→ **TASK TO COMPLETE**
Transcribe all of the data exactly. Images stay out.

Records from a data source:
[Start of Attachment]
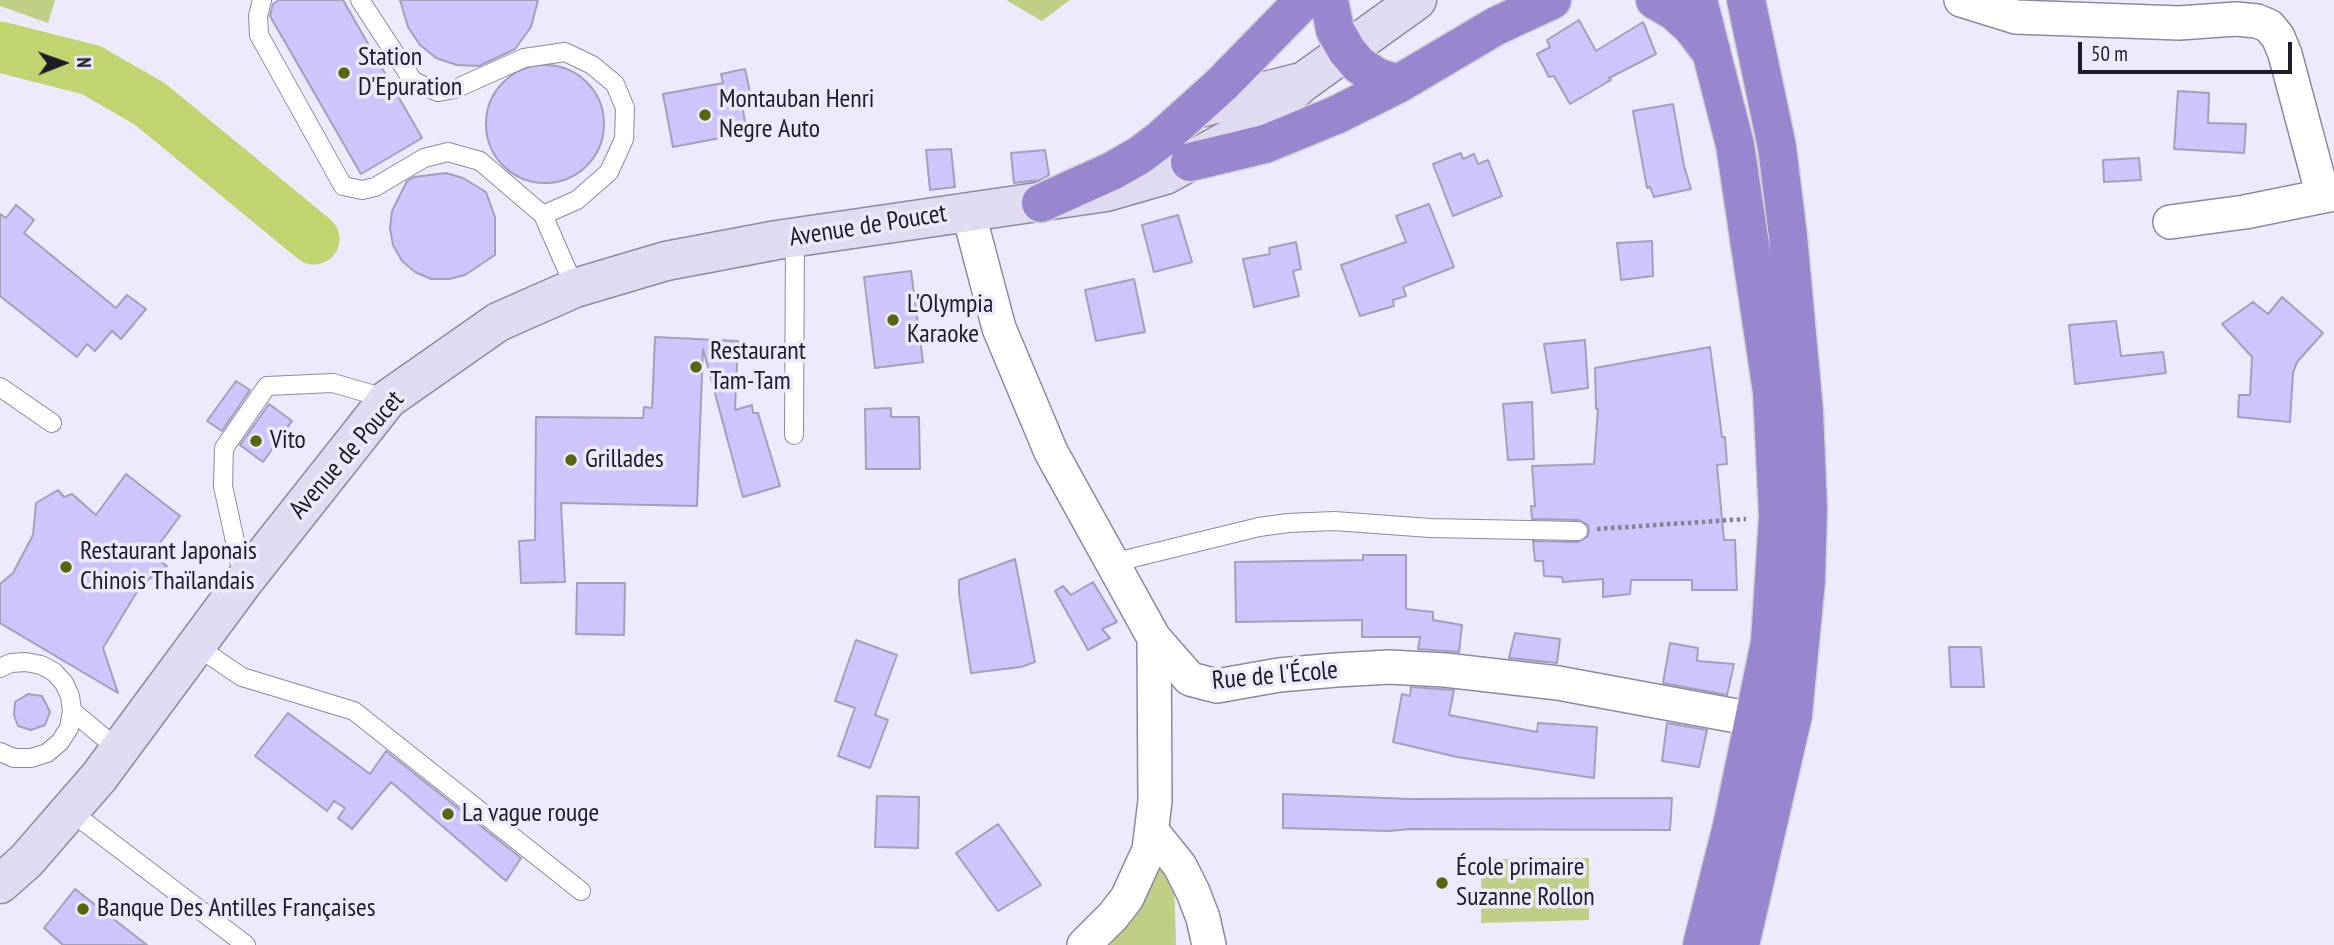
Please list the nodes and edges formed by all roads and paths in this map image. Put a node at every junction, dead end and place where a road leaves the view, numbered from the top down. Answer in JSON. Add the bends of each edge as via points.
{"nodes":[{"id":1,"x":262,"y":0,"type":"edge"},
{"id":2,"x":360,"y":0,"type":"edge"},
{"id":3,"x":1304,"y":0,"type":"edge"},
{"id":4,"x":1329,"y":0,"type":"edge"},
{"id":5,"x":1417,"y":0,"type":"edge"},
{"id":6,"x":1552,"y":0,"type":"edge"},
{"id":7,"x":1655,"y":0,"type":"edge"},
{"id":8,"x":1698,"y":0,"type":"edge"},
{"id":9,"x":1746,"y":0,"type":"edge"},
{"id":10,"x":1961,"y":0,"type":"edge"},
{"id":11,"x":1709,"y":49,"type":"junction"},
{"id":12,"x":1347,"y":51,"type":"junction"},
{"id":13,"x":1303,"y":82,"type":"junction"},
{"id":14,"x":1398,"y":84,"type":"junction"},
{"id":15,"x":1196,"y":109,"type":"junction"},
{"id":16,"x":1190,"y":162,"type":"junction"},
{"id":17,"x":2329,"y":195,"type":"edge"},
{"id":18,"x":1041,"y":203,"type":"junction"},
{"id":19,"x":968,"y":211,"type":"junction"},
{"id":20,"x":543,"y":215,"type":"junction"},
{"id":21,"x":2170,"y":222,"type":"dead end"},
{"id":22,"x":795,"y":237,"type":"junction"},
{"id":23,"x":575,"y":288,"type":"junction"},
{"id":24,"x":0,"y":387,"type":"edge"},
{"id":25,"x":388,"y":399,"type":"junction"},
{"id":26,"x":52,"y":423,"type":"dead end"},
{"id":27,"x":794,"y":435,"type":"dead end"},
{"id":28,"x":1778,"y":516,"type":"junction"},
{"id":29,"x":1578,"y":531,"type":"joint"},
{"id":30,"x":1112,"y":563,"type":"junction"},
{"id":31,"x":244,"y":581,"type":"junction"},
{"id":32,"x":1154,"y":638,"type":"junction"},
{"id":33,"x":196,"y":646,"type":"junction"},
{"id":34,"x":0,"y":668,"type":"edge"},
{"id":35,"x":72,"y":711,"type":"junction"},
{"id":36,"x":1753,"y":719,"type":"junction"},
{"id":37,"x":119,"y":750,"type":"junction"},
{"id":38,"x":0,"y":752,"type":"edge"},
{"id":39,"x":70,"y":811,"type":"junction"},
{"id":40,"x":1152,"y":831,"type":"junction"},
{"id":41,"x":0,"y":884,"type":"edge"},
{"id":42,"x":580,"y":891,"type":"dead end"},
{"id":43,"x":246,"y":945,"type":"edge"},
{"id":44,"x":1084,"y":945,"type":"edge"},
{"id":45,"x":1209,"y":945,"type":"edge"},
{"id":46,"x":1702,"y":945,"type":"edge"},
{"id":47,"x":1740,"y":945,"type":"edge"}],
"edges":[{"from":1,"to":20,"type":"lane","via":[[259,35],[343,186],[374,187],[424,158],[448,152],[480,161]]},
{"from":2,"to":20,"type":"lane","via":[[413,81],[438,92],[524,58],[565,52],[592,65],[615,84],[625,108],[624,139],[608,172],[578,200]]},
{"from":3,"to":15,"type":"highway"},
{"from":4,"to":12,"type":"highway","via":[[1335,30]]},
{"from":5,"to":12,"type":"main road"},
{"from":6,"to":14,"type":"highway","via":[[1496,26]]},
{"from":7,"to":11,"type":"highway","via":[[1691,26]]},
{"from":8,"to":11,"type":"highway"},
{"from":9,"to":47,"type":"highway","via":[[1777,147],[1788,236],[1808,508],[1793,715]]},
{"from":10,"to":17,"type":"street","via":[[2016,17],[2179,23],[2236,19],[2269,26],[2285,54]]},
{"from":11,"to":28,"type":"highway","via":[[1735,145],[1768,364]]},
{"from":12,"to":13,"type":"main road"},
{"from":12,"to":14,"type":"highway","via":[[1377,77]]},
{"from":13,"to":15,"type":"main road"},
{"from":13,"to":16,"type":"main road","name":"Avenue de Poucet","via":[[1252,127]]},
{"from":14,"to":16,"type":"highway","via":[[1265,144]]},
{"from":15,"to":18,"type":"highway","via":[[1134,159]]},
{"from":16,"to":18,"type":"main road","name":"Avenue de Poucet","via":[[1106,192]]},
{"from":17,"to":21,"type":"street"},
{"from":18,"to":19,"type":"main road","name":"Avenue de Poucet"},
{"from":19,"to":22,"type":"main road","name":"Avenue de Poucet"},
{"from":19,"to":30,"type":"street","name":"Rue de l'École","via":[[999,328],[1051,452]]},
{"from":20,"to":23,"type":"lane"},
{"from":22,"to":23,"type":"main road","name":"Avenue de Poucet","via":[[666,261]]},
{"from":22,"to":27,"type":"lane"},
{"from":23,"to":25,"type":"main road","name":"Avenue de Poucet","via":[[498,322]]},
{"from":24,"to":26,"type":"lane"},
{"from":25,"to":31,"type":"main road","name":"Avenue de Poucet"},
{"from":25,"to":31,"type":"lane","via":[[333,383],[267,387],[224,448],[223,486]]},
{"from":28,"to":29,"type":"path"},
{"from":28,"to":36,"type":"highway","via":[[1770,642]]},
{"from":29,"to":30,"type":"lane","via":[[1288,523]]},
{"from":30,"to":32,"type":"street","name":"Rue de l'École"},
{"from":31,"to":33,"type":"main road","name":"Avenue de Poucet"},
{"from":32,"to":36,"type":"street","name":"Rue de l'École","via":[[1190,679],[1217,687],[1336,670],[1446,670],[1558,683]]},
{"from":32,"to":40,"type":"street"},
{"from":33,"to":37,"type":"main road","name":"Avenue de Poucet"},
{"from":33,"to":42,"type":"lane","via":[[242,677],[354,711]]},
{"from":34,"to":35,"type":"lane","via":[[26,662],[54,672],[70,696]]},
{"from":35,"to":37,"type":"lane"},
{"from":35,"to":38,"type":"lane","via":[[69,728],[47,753],[14,758]]},
{"from":36,"to":46,"type":"highway"},
{"from":37,"to":39,"type":"main road","name":"Avenue de Poucet"},
{"from":39,"to":41,"type":"main road","name":"Avenue de Poucet"},
{"from":39,"to":43,"type":"lane"},
{"from":40,"to":44,"type":"street","via":[[1149,850],[1126,898]]},
{"from":40,"to":45,"type":"street","via":[[1180,866],[1193,892]]}]}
[End of Attachment]
→ **WORKED SOLUTION**
Please list the nodes and edges formed by all roads and paths in this map image. Put a node at every junction, dead end and place where a road leaves the view, numbered from the top down. Answer in JSON. Add the bends of each edge as via points.
{"nodes":[{"id":1,"x":262,"y":0,"type":"edge"},
{"id":2,"x":360,"y":0,"type":"edge"},
{"id":3,"x":1304,"y":0,"type":"edge"},
{"id":4,"x":1329,"y":0,"type":"edge"},
{"id":5,"x":1417,"y":0,"type":"edge"},
{"id":6,"x":1552,"y":0,"type":"edge"},
{"id":7,"x":1655,"y":0,"type":"edge"},
{"id":8,"x":1698,"y":0,"type":"edge"},
{"id":9,"x":1746,"y":0,"type":"edge"},
{"id":10,"x":1961,"y":0,"type":"edge"},
{"id":11,"x":1709,"y":49,"type":"junction"},
{"id":12,"x":1347,"y":51,"type":"junction"},
{"id":13,"x":1303,"y":82,"type":"junction"},
{"id":14,"x":1398,"y":84,"type":"junction"},
{"id":15,"x":1196,"y":109,"type":"junction"},
{"id":16,"x":1190,"y":162,"type":"junction"},
{"id":17,"x":2329,"y":195,"type":"edge"},
{"id":18,"x":1041,"y":203,"type":"junction"},
{"id":19,"x":968,"y":211,"type":"junction"},
{"id":20,"x":543,"y":215,"type":"junction"},
{"id":21,"x":2170,"y":222,"type":"dead end"},
{"id":22,"x":795,"y":237,"type":"junction"},
{"id":23,"x":575,"y":288,"type":"junction"},
{"id":24,"x":0,"y":387,"type":"edge"},
{"id":25,"x":388,"y":399,"type":"junction"},
{"id":26,"x":52,"y":423,"type":"dead end"},
{"id":27,"x":794,"y":435,"type":"dead end"},
{"id":28,"x":1778,"y":516,"type":"junction"},
{"id":29,"x":1578,"y":531,"type":"joint"},
{"id":30,"x":1112,"y":563,"type":"junction"},
{"id":31,"x":244,"y":581,"type":"junction"},
{"id":32,"x":1154,"y":638,"type":"junction"},
{"id":33,"x":196,"y":646,"type":"junction"},
{"id":34,"x":0,"y":668,"type":"edge"},
{"id":35,"x":72,"y":711,"type":"junction"},
{"id":36,"x":1753,"y":719,"type":"junction"},
{"id":37,"x":119,"y":750,"type":"junction"},
{"id":38,"x":0,"y":752,"type":"edge"},
{"id":39,"x":70,"y":811,"type":"junction"},
{"id":40,"x":1152,"y":831,"type":"junction"},
{"id":41,"x":0,"y":884,"type":"edge"},
{"id":42,"x":580,"y":891,"type":"dead end"},
{"id":43,"x":246,"y":945,"type":"edge"},
{"id":44,"x":1084,"y":945,"type":"edge"},
{"id":45,"x":1209,"y":945,"type":"edge"},
{"id":46,"x":1702,"y":945,"type":"edge"},
{"id":47,"x":1740,"y":945,"type":"edge"}],
"edges":[{"from":1,"to":20,"type":"lane","via":[[259,35],[343,186],[374,187],[424,158],[448,152],[480,161]]},
{"from":2,"to":20,"type":"lane","via":[[413,81],[438,92],[524,58],[565,52],[592,65],[615,84],[625,108],[624,139],[608,172],[578,200]]},
{"from":3,"to":15,"type":"highway"},
{"from":4,"to":12,"type":"highway","via":[[1335,30]]},
{"from":5,"to":12,"type":"main road"},
{"from":6,"to":14,"type":"highway","via":[[1496,26]]},
{"from":7,"to":11,"type":"highway","via":[[1691,26]]},
{"from":8,"to":11,"type":"highway"},
{"from":9,"to":47,"type":"highway","via":[[1777,147],[1788,236],[1808,508],[1793,715]]},
{"from":10,"to":17,"type":"street","via":[[2016,17],[2179,23],[2236,19],[2269,26],[2285,54]]},
{"from":11,"to":28,"type":"highway","via":[[1735,145],[1768,364]]},
{"from":12,"to":13,"type":"main road"},
{"from":12,"to":14,"type":"highway","via":[[1377,77]]},
{"from":13,"to":15,"type":"main road"},
{"from":13,"to":16,"type":"main road","name":"Avenue de Poucet","via":[[1252,127]]},
{"from":14,"to":16,"type":"highway","via":[[1265,144]]},
{"from":15,"to":18,"type":"highway","via":[[1134,159]]},
{"from":16,"to":18,"type":"main road","name":"Avenue de Poucet","via":[[1106,192]]},
{"from":17,"to":21,"type":"street"},
{"from":18,"to":19,"type":"main road","name":"Avenue de Poucet"},
{"from":19,"to":22,"type":"main road","name":"Avenue de Poucet"},
{"from":19,"to":30,"type":"street","name":"Rue de l'École","via":[[999,328],[1051,452]]},
{"from":20,"to":23,"type":"lane"},
{"from":22,"to":23,"type":"main road","name":"Avenue de Poucet","via":[[666,261]]},
{"from":22,"to":27,"type":"lane"},
{"from":23,"to":25,"type":"main road","name":"Avenue de Poucet","via":[[498,322]]},
{"from":24,"to":26,"type":"lane"},
{"from":25,"to":31,"type":"main road","name":"Avenue de Poucet"},
{"from":25,"to":31,"type":"lane","via":[[333,383],[267,387],[224,448],[223,486]]},
{"from":28,"to":29,"type":"path"},
{"from":28,"to":36,"type":"highway","via":[[1770,642]]},
{"from":29,"to":30,"type":"lane","via":[[1288,523]]},
{"from":30,"to":32,"type":"street","name":"Rue de l'École"},
{"from":31,"to":33,"type":"main road","name":"Avenue de Poucet"},
{"from":32,"to":36,"type":"street","name":"Rue de l'École","via":[[1190,679],[1217,687],[1336,670],[1446,670],[1558,683]]},
{"from":32,"to":40,"type":"street"},
{"from":33,"to":37,"type":"main road","name":"Avenue de Poucet"},
{"from":33,"to":42,"type":"lane","via":[[242,677],[354,711]]},
{"from":34,"to":35,"type":"lane","via":[[26,662],[54,672],[70,696]]},
{"from":35,"to":37,"type":"lane"},
{"from":35,"to":38,"type":"lane","via":[[69,728],[47,753],[14,758]]},
{"from":36,"to":46,"type":"highway"},
{"from":37,"to":39,"type":"main road","name":"Avenue de Poucet"},
{"from":39,"to":41,"type":"main road","name":"Avenue de Poucet"},
{"from":39,"to":43,"type":"lane"},
{"from":40,"to":44,"type":"street","via":[[1149,850],[1126,898]]},
{"from":40,"to":45,"type":"street","via":[[1180,866],[1193,892]]}]}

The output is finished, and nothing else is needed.